I have a Filipina friend in security here onboard Celebrity Silhouette and she often stops by the Photo Gallery for a chat. She has many children, some of whom have their own children and some that she is still needing to support through their education. The money that my friend can make on ship is much more than that at home and it is her culture to go away and work for your family if that's what is needed. However having just got back from vacation she told me that her children are asking her to stay home now, her oldest is offering to help support the youngest so Mum can stay home.
Honestly these situations upset me every time. There are so many people working on ships because it is their culture to leave to provide the best for their family and they hate to hear me to say I would never let my partner leave me alone to raise a family, children need both parents in my opinion. But then I see their pain at being away, my colleagues hoping for long vacations to be with their kids, and now I see my friend's family asking for her to stay home... it looks to me like the culture is changing. The image of the modern family is a global one.
So my friend tells me how she is ready to be home and she explains it to me in terms of balance. She says that for too many years now she has been missing out on four of the five areas of life that give you good balance.
I had to investigate further, and there are some variations but the five areas seem to be: work (the only one my friend thinks she has been focusing on), spirituality, mind, body and relationships. My friend's spirituality is such that she should worship god on a Saturday which is not possible onboard, she explained that this is one important thing she's looking forward to getting back to alongside her family of course.

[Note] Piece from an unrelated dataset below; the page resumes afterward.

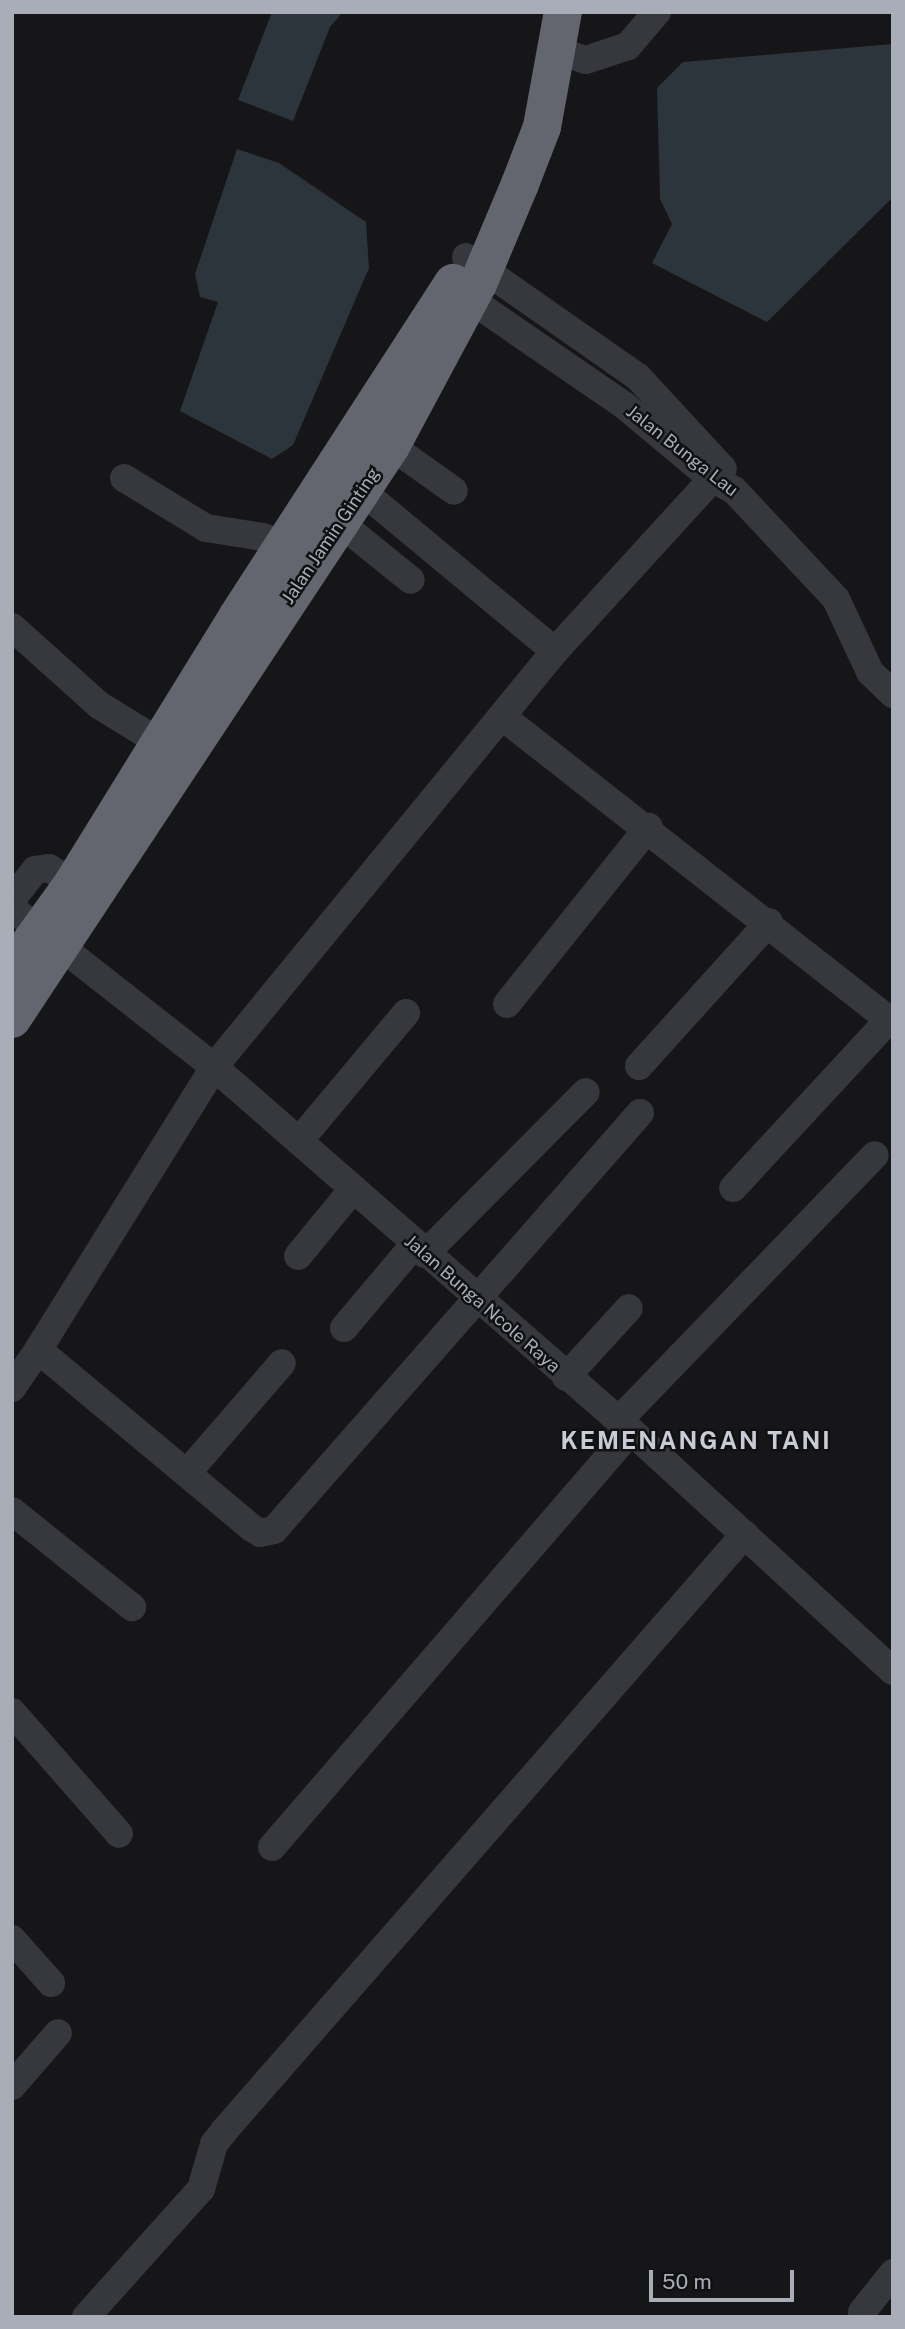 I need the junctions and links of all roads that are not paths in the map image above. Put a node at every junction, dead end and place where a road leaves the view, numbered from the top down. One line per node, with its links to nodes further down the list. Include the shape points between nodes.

So naturally this conversation got me thinking about myself and how balanced I am.
Work. For certain it is a big part of what I've been doing for the past two years because I live in my place of work. Does that tip the balance a little bit? I guess so, but I wanted to be here and try this all encompassing work culture because 9 to 5, 5 days a week did not make me happy, and in Australia, and going forward I might have to do that again. I've never been able to tip the balance 100% to work, my head is too far in the clouds for that!
Mind. I have certainly not lost this balance and never will, why do you think I'm writing this? I'm always learning and thinking and planning. And in terms of work, I haven't been working to bring in the money (like my friend), I took this job to learn and grow in an area I'm passionate about, my work has been able to stimulate my mind, although that is slowing now, and why it is time to leave. I definitely have enough balance in this area, and sometimes it is the area taking over. I can be very single minded when I want something and I pretty much over think everything (as you are currently reading)!
Body. Probably the toughest area for me. About 4 years ago I was the fattest and most miserable I'd ever been in my life. There were other factors to the misery but I got the time to focus on my weight and with the help of the diet plan Lighter Life, I went from a size 22 to 12 (English sizes) in 6 months. I kept it off for almost two years. I even learned to like some forms of exercise. Today I'm nearly all the way back up at a size 20 and get exhausted climbing one flight of stairs. Ship life tipped the balance away from body temporarily and in this area I am weak. I need to bring the balance back somehow and still be able to travel and take on the demanding roles that I love.
Spirituality. This is the area I have the least to say in. I don't believe in any religions. I actually think religions appear to be the problem in a lot of the worlds conflicts. Sometimes I feel like I believe in fate, or that things happen for a reason and I know that there are many explanations and interpretations of spirituality but nothing has really settled as an explanation in my mind. As and when something does I'm sure I will let you know on here, but in the mean time I guess I'm misbalanced in terms of a little bit empty in this area.
Relationships. Going back to my friend's understanding, yes relationships are off balance on ship, once at home a lot more time can be put in. However in the last two years that my relationships with people have been forced into change, some have improved greatly or are new, some have been able to stay the same, and others unfortunately drifted. I think with relationships there are always going to be 'things' going on, I was never going away forever and that is why some have stayed the same. It is incredibly important to understand that in the last 2 years I got happier and more confident in myself and that is why some relationships have improved. It looks like putting time into yourself can be just as important as putting the time in with your friends and family, they see the benefit either way. I am leaving ships with the intention of focusing my relationship balance on one person in particular (sorry Jr I'm writing about you again!) because the life we want to live going forward doesn't involve ships so I'm ready to get on and try something different, confident that my friends and family understand.
I'd like to thank my new writer friend Ivonne Garcia for inspiring me to write something like this and I will return to photo stories soon.